The backfill algorithm works by noting which servers have told ‘this’ server what data they contain. Any server in the org, for any particular folder (including the hierarchy itself) only knows what other servers have told it. For example, normal replication traffic carries with it the complete change-number set information of the server sending the replication mail. So, the mail might be “here are changes 1700 thru 1750 and I also have in my own store changes 1 thru 1699” (the actual information passed is a bit more complex, but this is the basic idea). The server that gets that mail rejoices in the arrival of changes 1700 thru 1750 and also makes a note that the server that sent the mail also has changes 1 thru 1699, should it need them. It does not know anything about any other server – just the one that sent this mail, and then all it knows is what was in the mail.

One of the replication message types is a Status Request. When a public store knows for certain that it is missing data, but doesn’t know what that data is, it sends out a status request. The occasions a server knows (or at least can be fairly certain) that it’s missing data is immediately after a restore, after creation of a brand new store (ie, the database is empty), or when adding the server to the replica list for a particular folder.

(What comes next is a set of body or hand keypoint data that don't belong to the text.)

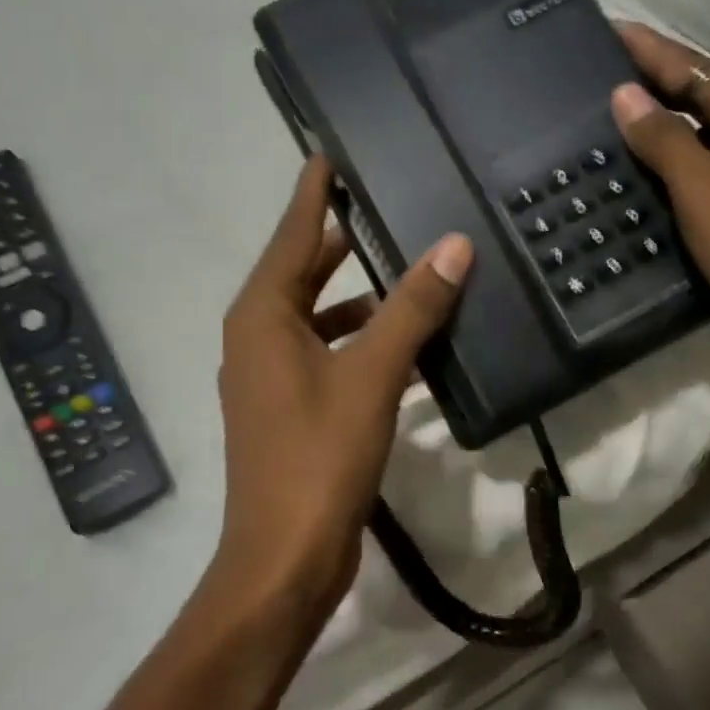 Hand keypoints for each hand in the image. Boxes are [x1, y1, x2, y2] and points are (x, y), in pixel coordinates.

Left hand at [214, 156, 471, 612]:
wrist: (284, 558)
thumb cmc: (318, 458)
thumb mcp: (370, 376)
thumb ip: (411, 309)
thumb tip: (452, 246)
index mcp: (262, 317)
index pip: (292, 233)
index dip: (313, 191)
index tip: (331, 152)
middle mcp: (257, 338)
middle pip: (300, 271)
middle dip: (337, 238)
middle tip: (382, 202)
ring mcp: (270, 378)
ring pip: (315, 316)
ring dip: (354, 295)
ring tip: (405, 269)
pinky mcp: (289, 412)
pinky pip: (325, 355)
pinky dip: (358, 342)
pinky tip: (403, 346)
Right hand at [611, 23, 709, 402]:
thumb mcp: (701, 185)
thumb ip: (662, 137)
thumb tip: (626, 94)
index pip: (691, 67)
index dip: (648, 49)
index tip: (609, 27)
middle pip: (700, 92)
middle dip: (654, 81)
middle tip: (602, 71)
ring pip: (704, 129)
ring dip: (664, 120)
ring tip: (614, 115)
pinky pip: (709, 162)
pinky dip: (677, 157)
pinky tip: (648, 166) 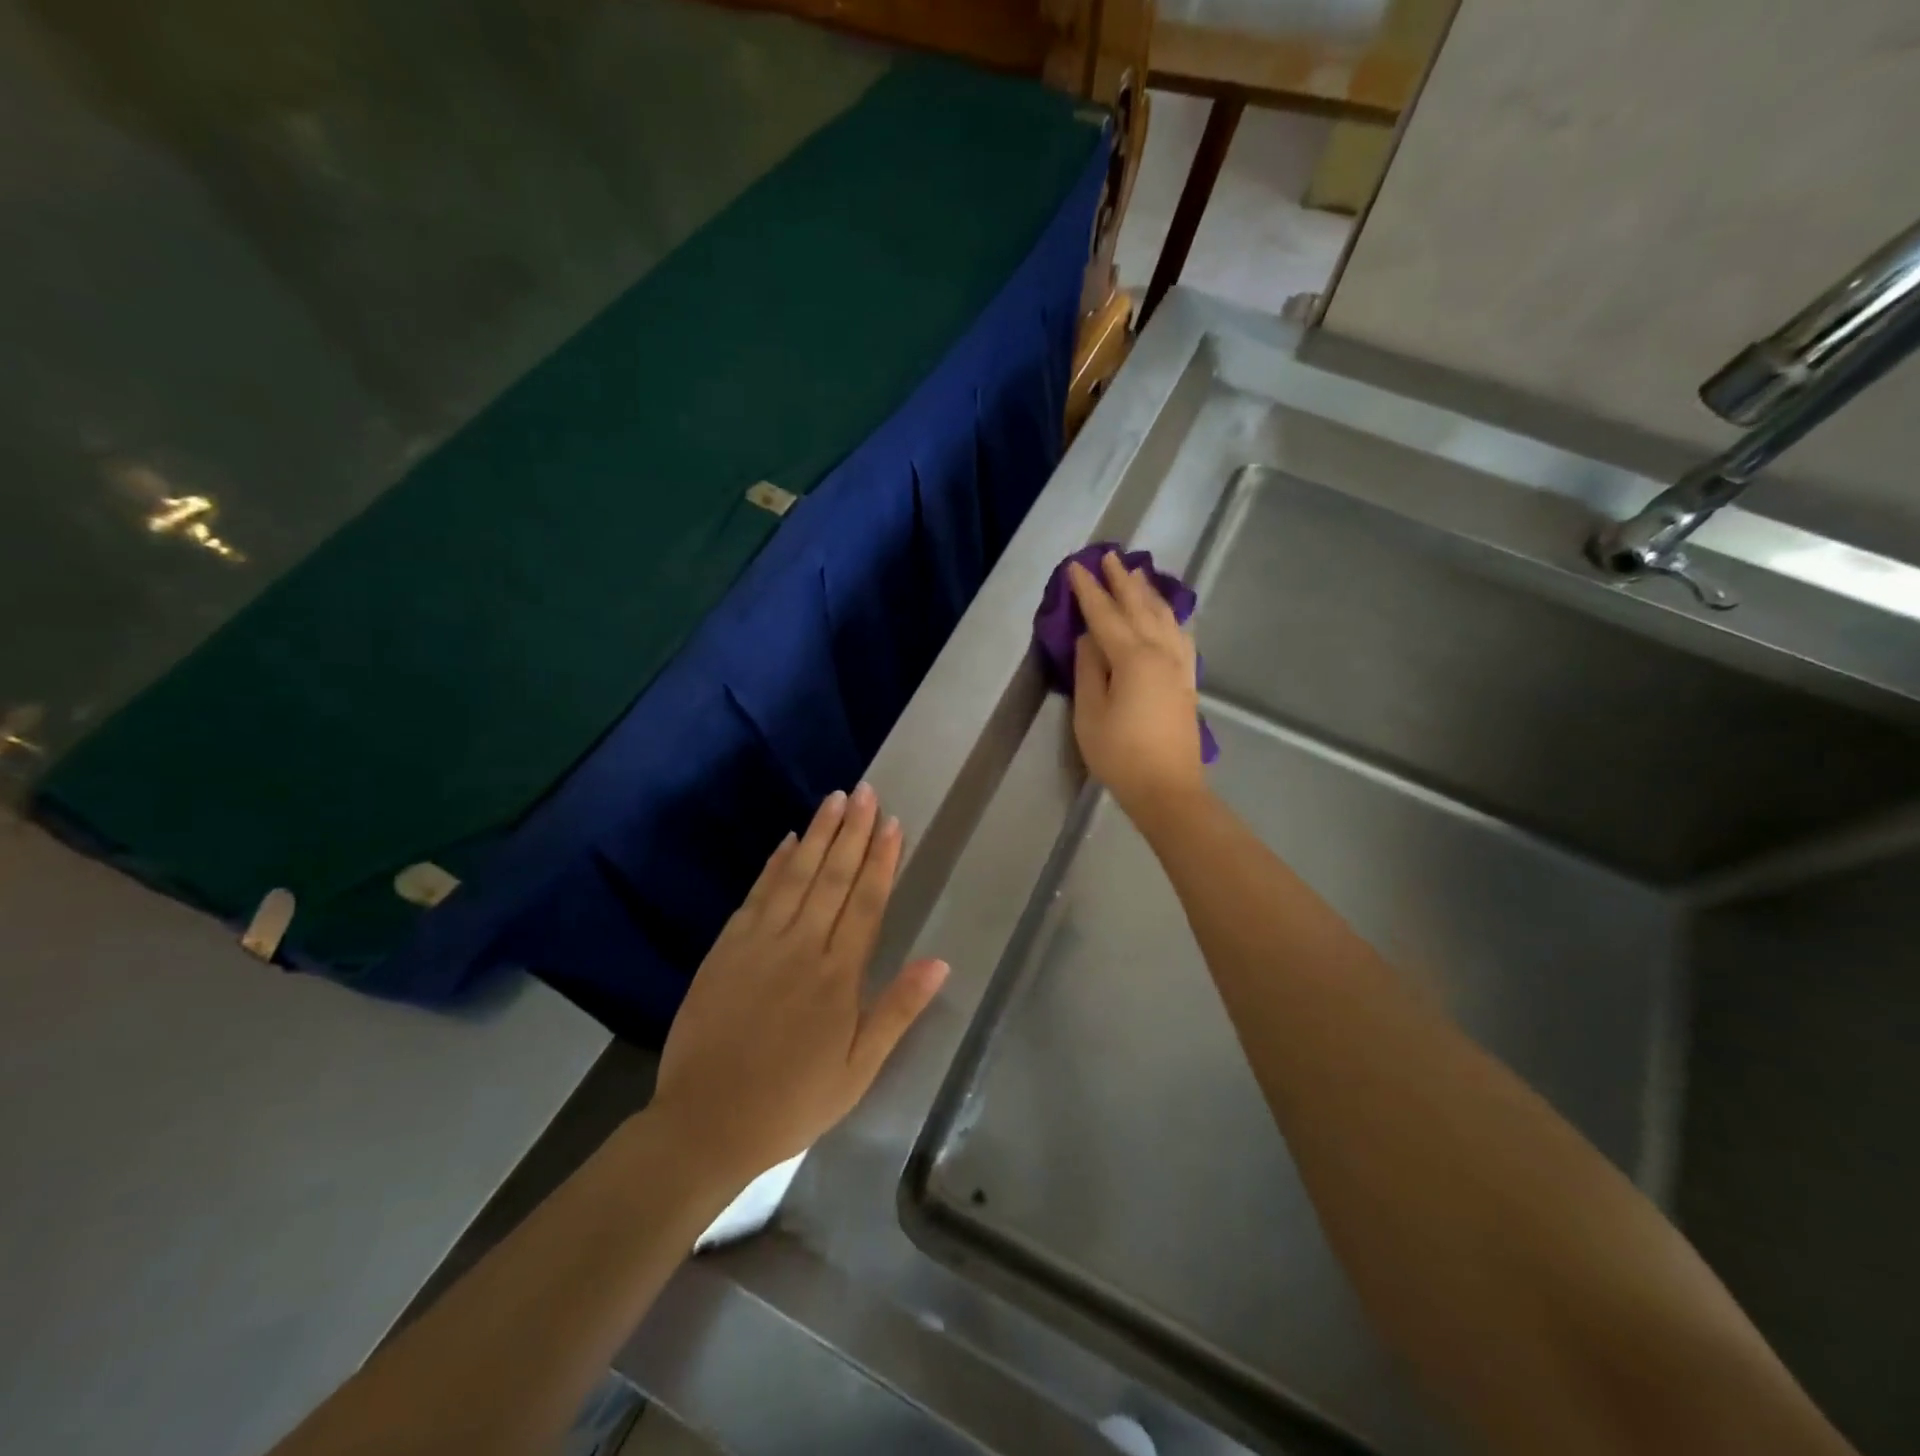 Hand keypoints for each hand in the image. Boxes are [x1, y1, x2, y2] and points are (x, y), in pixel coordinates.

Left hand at [652, 784, 948, 1188]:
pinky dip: (774, 864)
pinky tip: (788, 841)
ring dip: (818, 835)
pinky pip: (757, 895)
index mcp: (838, 976)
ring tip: (835, 799)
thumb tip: (941, 961)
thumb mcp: (858, 1070)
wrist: (705, 1123)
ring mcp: (760, 943)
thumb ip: (898, 1011)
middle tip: (866, 791)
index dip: (881, 860)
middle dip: (852, 831)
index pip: (867, 902)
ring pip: (797, 876)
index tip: (892, 822)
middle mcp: (802, 947)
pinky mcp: (726, 948)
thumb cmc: (793, 1101)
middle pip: (833, 877)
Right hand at [1068, 551, 1206, 821]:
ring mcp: (1179, 665)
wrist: (1168, 789)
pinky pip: (1180, 636)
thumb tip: (1089, 638)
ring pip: (1164, 617)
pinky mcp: (1187, 680)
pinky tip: (1167, 615)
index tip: (1076, 567)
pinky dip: (1170, 617)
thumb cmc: (1120, 755)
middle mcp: (1160, 653)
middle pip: (1139, 607)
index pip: (1105, 615)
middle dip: (1121, 581)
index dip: (1089, 591)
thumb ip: (1089, 670)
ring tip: (1137, 573)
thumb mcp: (1090, 714)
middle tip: (1108, 556)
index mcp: (1133, 659)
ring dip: (1148, 592) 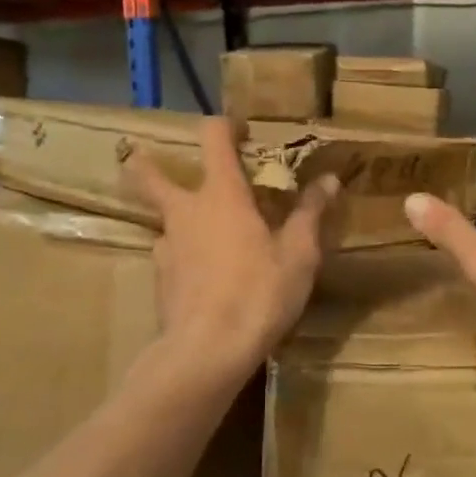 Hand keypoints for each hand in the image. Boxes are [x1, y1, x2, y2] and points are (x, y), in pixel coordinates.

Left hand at [122, 116, 337, 375]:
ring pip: (163, 220)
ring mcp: (166, 246)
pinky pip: (169, 255)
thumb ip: (311, 213)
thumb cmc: (259, 293)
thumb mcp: (299, 254)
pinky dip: (183, 255)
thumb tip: (329, 180)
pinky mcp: (160, 280)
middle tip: (150, 160)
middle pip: (151, 176)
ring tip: (204, 235)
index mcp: (222, 195)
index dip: (225, 125)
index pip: (213, 137)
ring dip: (178, 218)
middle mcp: (186, 212)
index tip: (241, 131)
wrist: (207, 351)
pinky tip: (203, 276)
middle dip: (146, 164) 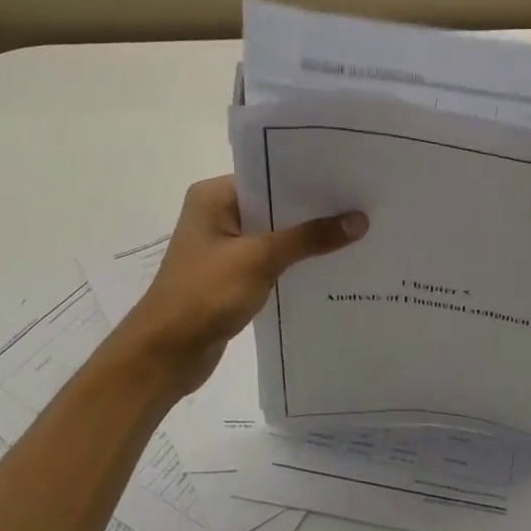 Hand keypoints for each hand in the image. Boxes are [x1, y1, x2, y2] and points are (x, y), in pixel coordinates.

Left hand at [116, 176, 366, 397]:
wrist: (166, 355)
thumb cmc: (204, 295)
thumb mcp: (260, 260)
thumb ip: (309, 238)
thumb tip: (360, 219)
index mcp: (214, 197)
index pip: (270, 175)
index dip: (310, 178)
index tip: (351, 177)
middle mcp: (218, 214)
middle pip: (276, 204)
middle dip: (315, 209)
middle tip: (364, 203)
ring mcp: (225, 246)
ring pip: (277, 234)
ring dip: (308, 238)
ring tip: (358, 231)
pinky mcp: (233, 275)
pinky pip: (273, 259)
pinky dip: (296, 261)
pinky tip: (332, 263) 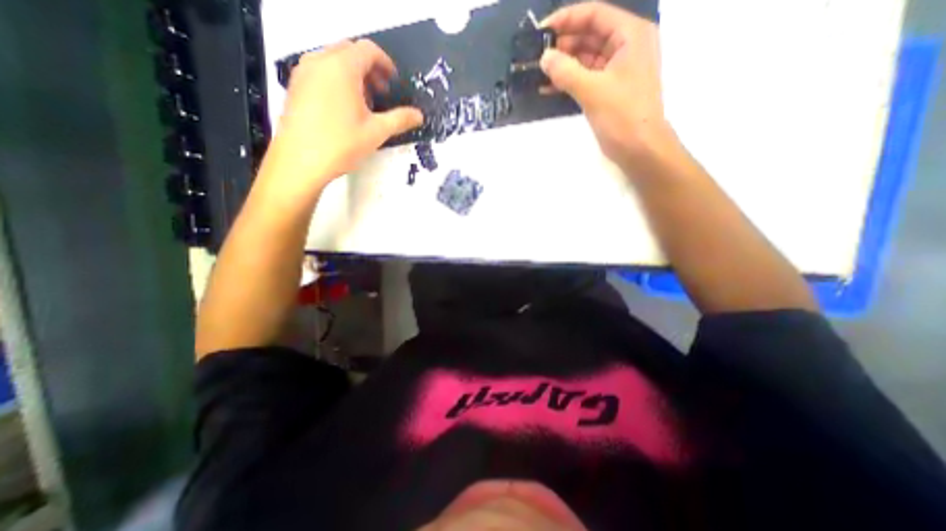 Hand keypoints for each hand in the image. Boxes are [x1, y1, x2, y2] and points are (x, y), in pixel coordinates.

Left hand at [269, 39, 425, 191]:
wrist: (300, 161)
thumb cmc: (341, 144)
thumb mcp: (377, 132)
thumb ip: (400, 119)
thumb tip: (418, 115)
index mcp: (342, 67)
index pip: (368, 50)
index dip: (385, 63)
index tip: (394, 81)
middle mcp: (319, 62)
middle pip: (349, 52)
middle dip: (369, 69)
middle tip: (381, 93)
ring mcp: (303, 73)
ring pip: (333, 61)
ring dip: (353, 75)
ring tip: (364, 103)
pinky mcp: (295, 87)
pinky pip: (320, 73)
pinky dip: (336, 81)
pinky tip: (344, 109)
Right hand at [544, 0, 674, 166]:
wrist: (639, 149)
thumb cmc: (622, 115)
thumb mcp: (592, 90)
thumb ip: (566, 71)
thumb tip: (544, 57)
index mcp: (630, 35)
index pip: (594, 15)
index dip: (566, 19)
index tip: (541, 31)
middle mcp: (625, 47)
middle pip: (589, 36)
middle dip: (562, 45)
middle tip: (536, 56)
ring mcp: (617, 70)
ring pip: (585, 59)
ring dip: (563, 65)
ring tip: (538, 72)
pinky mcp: (608, 90)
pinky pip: (585, 78)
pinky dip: (568, 81)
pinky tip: (548, 87) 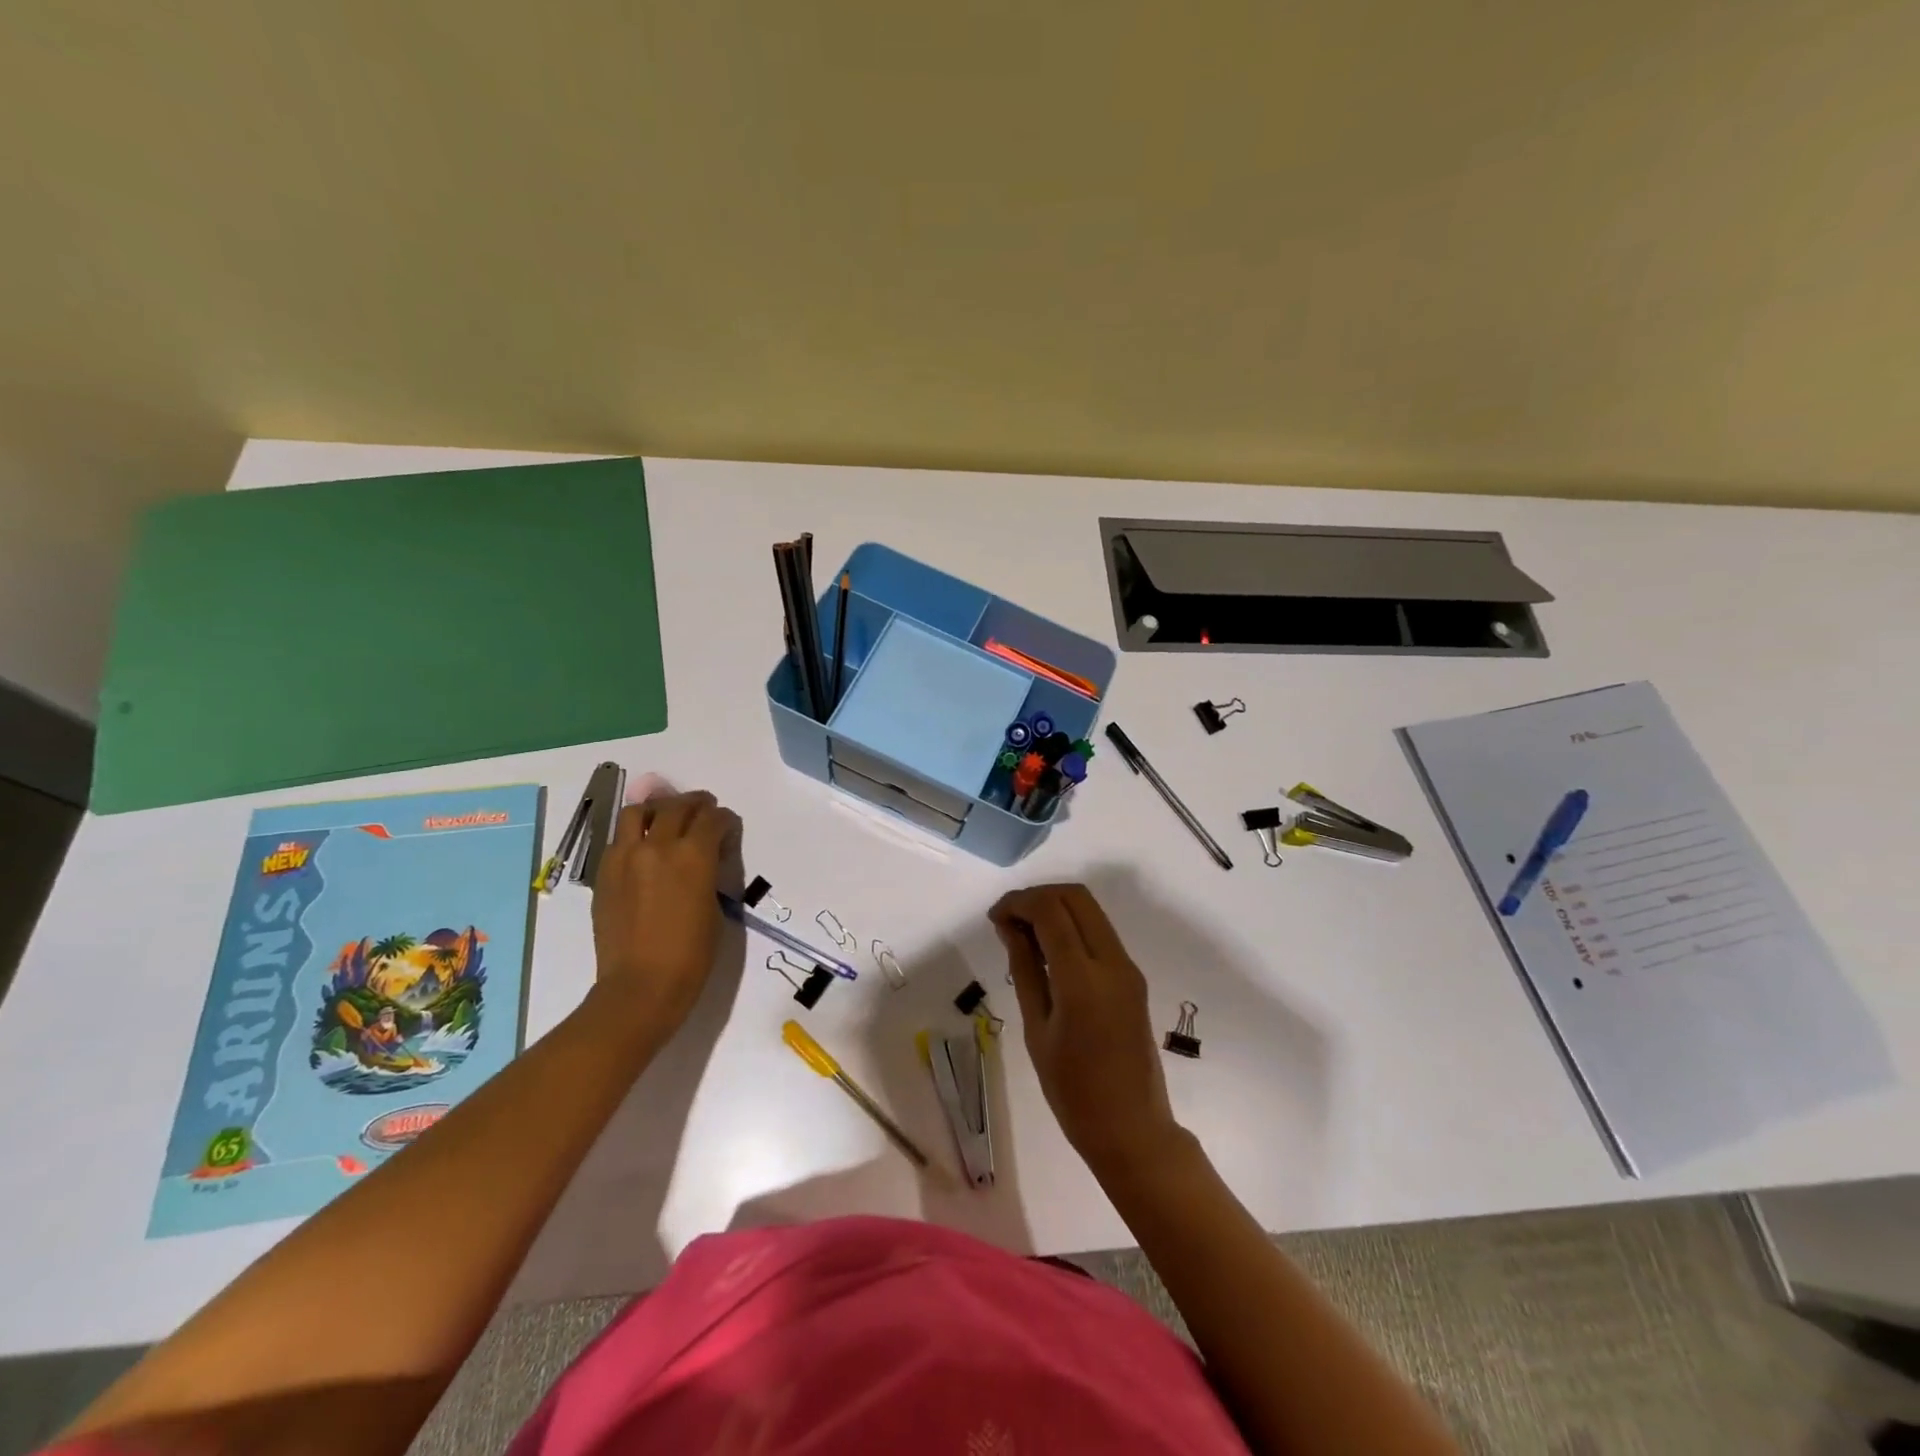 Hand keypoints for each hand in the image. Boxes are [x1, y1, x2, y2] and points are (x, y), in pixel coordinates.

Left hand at [589, 789, 741, 1042]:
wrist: (641, 986)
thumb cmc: (691, 954)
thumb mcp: (713, 907)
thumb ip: (709, 872)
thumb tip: (706, 857)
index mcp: (693, 855)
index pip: (712, 818)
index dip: (724, 819)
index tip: (728, 826)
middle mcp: (657, 846)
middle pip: (677, 806)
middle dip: (695, 804)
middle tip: (704, 809)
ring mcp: (625, 857)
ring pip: (638, 812)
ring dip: (658, 809)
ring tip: (666, 818)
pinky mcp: (605, 873)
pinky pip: (618, 839)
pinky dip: (634, 834)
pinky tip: (642, 848)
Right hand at [990, 883, 1183, 1179]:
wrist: (1132, 1130)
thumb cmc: (1073, 1092)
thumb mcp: (1037, 1030)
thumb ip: (1025, 969)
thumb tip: (1009, 927)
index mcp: (1083, 980)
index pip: (1050, 911)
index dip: (1018, 902)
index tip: (994, 917)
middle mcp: (1112, 962)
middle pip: (1075, 897)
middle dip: (1038, 896)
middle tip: (1008, 918)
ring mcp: (1128, 967)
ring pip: (1090, 910)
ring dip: (1056, 907)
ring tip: (1023, 932)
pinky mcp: (1133, 977)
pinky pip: (1100, 932)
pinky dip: (1072, 926)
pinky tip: (1048, 949)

When you run setup to install a new server, the setup program creates a new public store. This involves creating some objects in the Active Directory. After setup has finished, it mounts the new public store right away. As the store is mounted, the server knows that the brand new database is empty and sends out a status request for change number information about the hierarchy. It sends this to all other hierarchy replicas, which is every other public folder server with a public store in the same Public Folders hierarchy (your MAPI hierarchy, or an application hierarchy, for example). The expectation is those other stores will respond to the request with their change number information, which allows the new server to a) record who has what data and b) file new backfill entries in the backfill array for later submission as backfill requests.

The problem lies in some of the security methods employed by Exchange to avoid sending public folder replication mail to (or accepting from) hackers or others. When a public store receives a replication email, it verifies that it came from another public store by looking up the sender’s email address in the Active Directory. To avoid making too many calls into the AD, the server actually just keeps a cache of known public stores and periodically refreshes this cache. This refresh happens by itself about once an hour. There are other occasions where the list gets reloaded forcefully, but for the most part, it’s roughly once an hour.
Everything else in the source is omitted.